FUN FACT: next time you ask someone to pass a roll of toilet paper to you under a bathroom stall door gently grasp their hand and challenge them to a thumb war. They legally have to accept.
But have you tried acting like a cicada and screaming nonstop until someone has sex with you?
“So kids, I was married to your mom & I met this girl on Twitter, we started DMing and one thing led to another”
-How I Met Your Stepmother
Haloween is over, but i just saw a group of people dressed up as the ghosts of the Cone Heads.
[sitting on park bench]
homeless guy: I’m so alone
me: okay wow I’m right here
Husband looking through take out bag: Did you forget my tacos?
Me spewing taco shell crumbs: Thofe baftards mufed have forgot to pack fem.
Steven: I love you
Stephen: I lophe you too
The IRS will never call, text, or e-mail just to ask if you’ve got plans to do something fun this weekend.
[first day as librarian]
guy: i’m looking for a book—
me: —YOU SIR ARE IN LUCK
The dismemberments will continue until morale improves now back to work
I wish I had the same ideas and motivation during the day as I do when I’m trying to sleep
[Victora’s Secret]
Wife: You’re the most supportive person I know.

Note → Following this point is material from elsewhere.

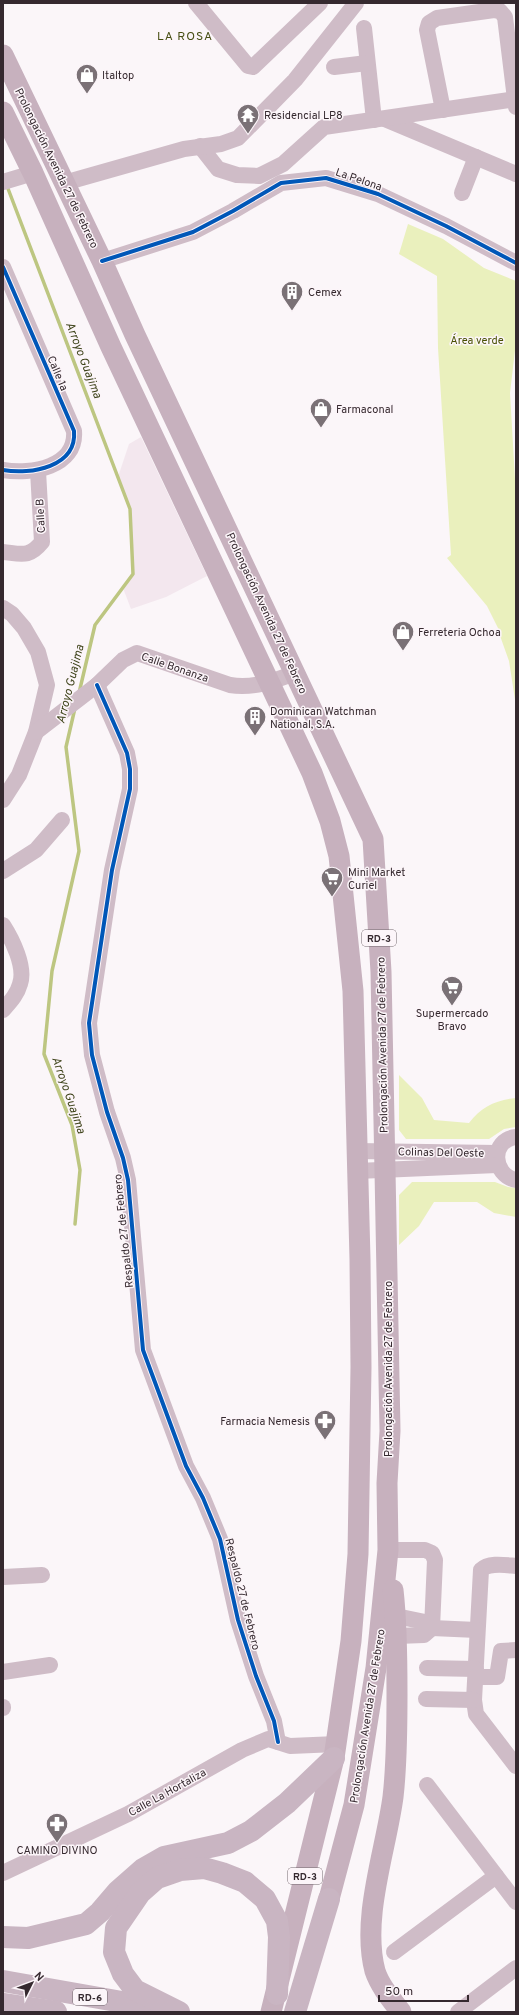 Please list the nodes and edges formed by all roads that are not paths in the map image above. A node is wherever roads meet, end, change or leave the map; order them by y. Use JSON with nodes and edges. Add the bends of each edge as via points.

*A person made of bras walks by*
Me: Um what about that guy?
It’s like my therapist always says, “Please, put on your pants.”
[being murdered]
Mailman: *murdering me*
Me: *being murdered*
My Dog: if only someone had indicated on multiple occasions that the mailman was bad OH WAIT
I have a bumper sticker that says “Honk if you think I’m sexy.” Then I just wait at green lights until I feel better about myself.
I hate it when a dog starts barking and then every other dog nearby retweets him.